Other parts of the Hebrew Bible were composed across this entire span. The Psalms range from possibly pre-exilic compositions to post-exilic additions. The wisdom literature — Proverbs, Job, Ecclesiastes — reflects different centuries of intellectual production. The last Hebrew Bible text to be composed is the book of Daniel, which scholars date to approximately 165 BCE based on its detailed knowledge of events through the Maccabean period.

The New Testament was composed in a much shorter window: approximately 50 to 120 CE. Paul’s letters — particularly 1 Thessalonians, Galatians, and 1 Corinthians — are the earliest Christian documents, composed in the 50s CE. The Gospel of Mark, the earliest narrative Gospel, dates to approximately 65-70 CE. The latest New Testament texts, including 2 Peter, are generally dated to the early 2nd century.

The combined biblical timeline: ~750 BCE to ~120 CE.

Dating the Quran: A Single Generation

The Quran’s composition dates to a single generation — a stark contrast to the Bible’s centuries of layered authorship.

Islamic tradition holds that the Quran was revealed to the Prophet Muhammad by the angel Jibril (Gabriel) beginning around 610 CE, when Muhammad was approximately 40 years old, and continuing until his death in 632 CE. The revelations are traditionally divided into Meccan suras (610-622 CE), which tend to be shorter and more eschatological, and Medinan suras (622-632 CE), which are generally longer and more legislative.

During Muhammad’s lifetime, the revelations were memorized by his companions (huffaz) and recorded on palm stalks, flat stones, and other available materials.
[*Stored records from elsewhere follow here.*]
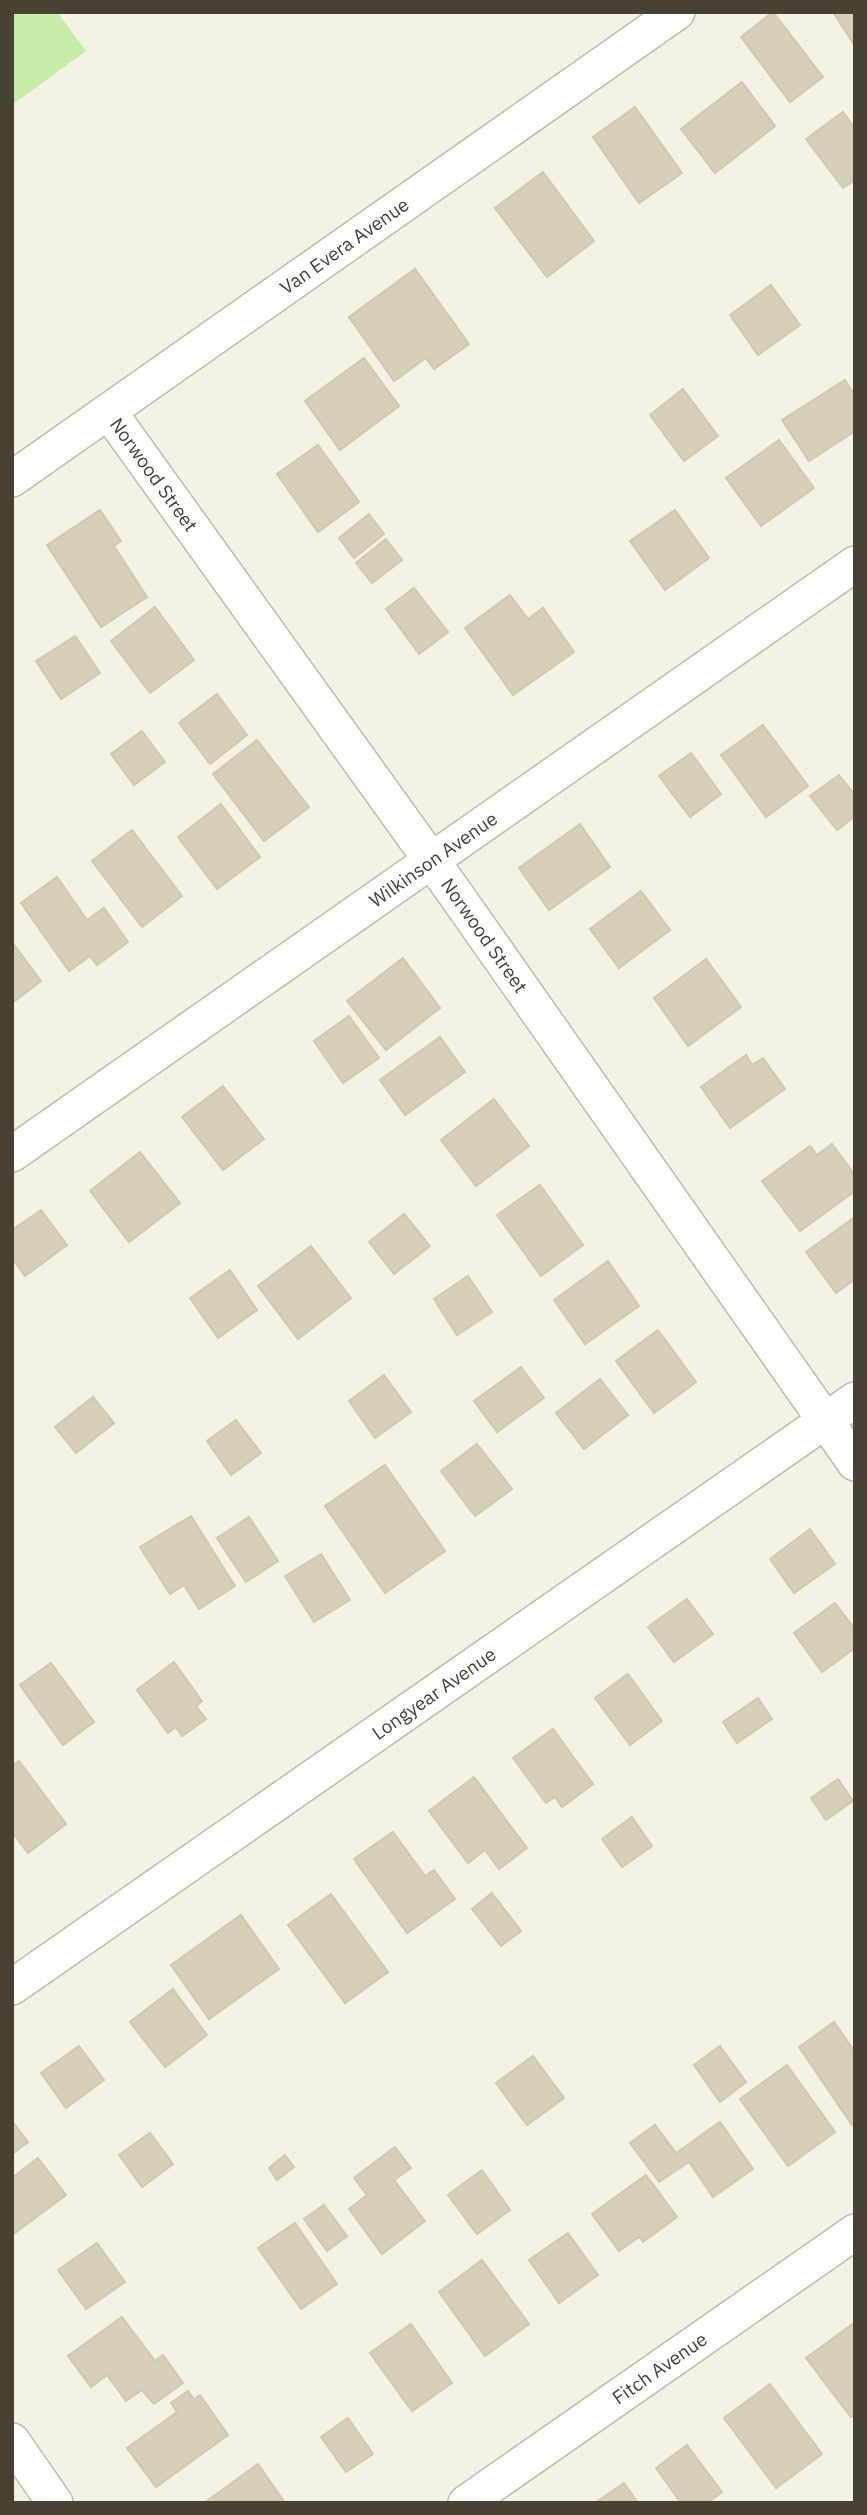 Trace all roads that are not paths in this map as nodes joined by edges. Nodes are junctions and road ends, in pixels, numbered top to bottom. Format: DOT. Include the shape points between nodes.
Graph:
graph roads {
  1 [pos="677,12"];
  2 [pos="109,412"];
  3 [pos="12,479"];
  4 [pos="855,564"];
  5 [pos="430,860"];
  6 [pos="12,1154"];
  7 [pos="855,1400"];
  8 [pos="826,1420"];
  9 [pos="855,1463"];
  10 [pos="12,1987"];
  11 [pos="855,2232"];
  12 [pos="12,2441"];
  13 [pos="55,2503"];
  14 [pos="466,2503"];
  1 -- 2 [label="street, Van Evera Avenue"];
  2 -- 3 [label="street, Van Evera Avenue"];
  2 -- 5 [label="street, Norwood Street"];
  4 -- 5 [label="street, Wilkinson Avenue"];
  5 -- 6 [label="street, Wilkinson Avenue"];
  5 -- 8 [label="street, Norwood Street"];
  7 -- 8 [label="street, Longyear Avenue"];
  8 -- 9 [label="street, Norwood Street"];
  8 -- 10 [label="street, Longyear Avenue"];
  11 -- 14 [label="street, Fitch Avenue"];
  12 -- 13 [label="street"];
} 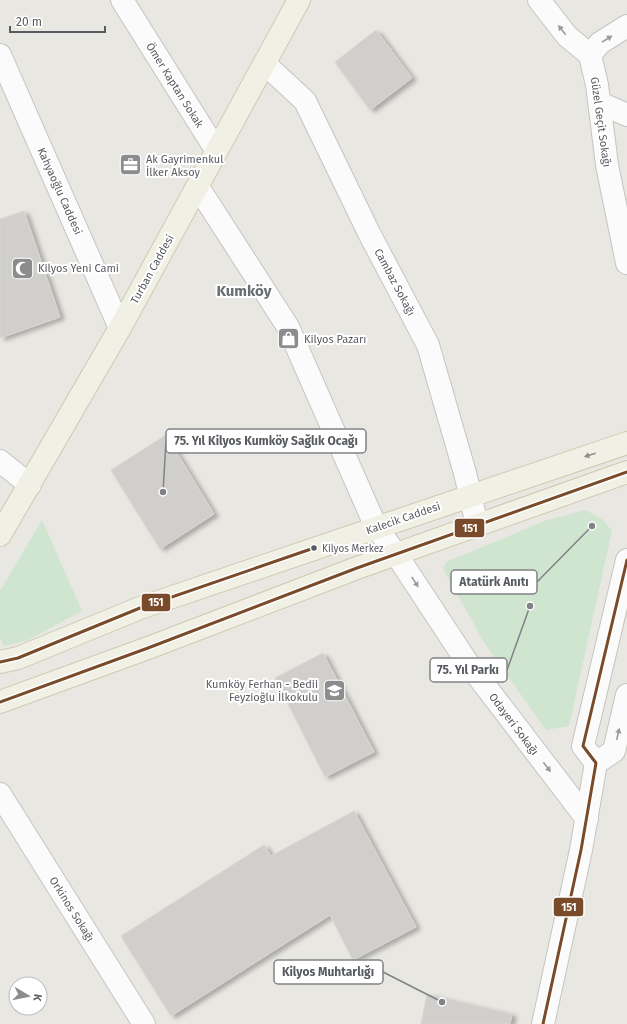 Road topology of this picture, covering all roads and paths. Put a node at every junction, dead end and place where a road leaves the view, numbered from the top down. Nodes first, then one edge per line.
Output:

The first complete written compilation is traditionally attributed to the caliphate of Abu Bakr (632-634 CE), following the Battle of Yamama. The standard codex (mushaf) was established under the third caliph, Uthman ibn Affan, around 650 CE.

Manuscript evidence is broadly consistent with this timeline. The Birmingham Quran fragments, identified in 2015, have been radiocarbon-dated to between 568 and 645 CE — a range encompassing Muhammad’s lifetime. The Sana’a palimpsest, discovered in 1972 in the Great Mosque of Sana’a, Yemen, contains a lower text that appears to represent an earlier textual layer, consistent with the traditional account of variant readings preceding the Uthmanic standardization.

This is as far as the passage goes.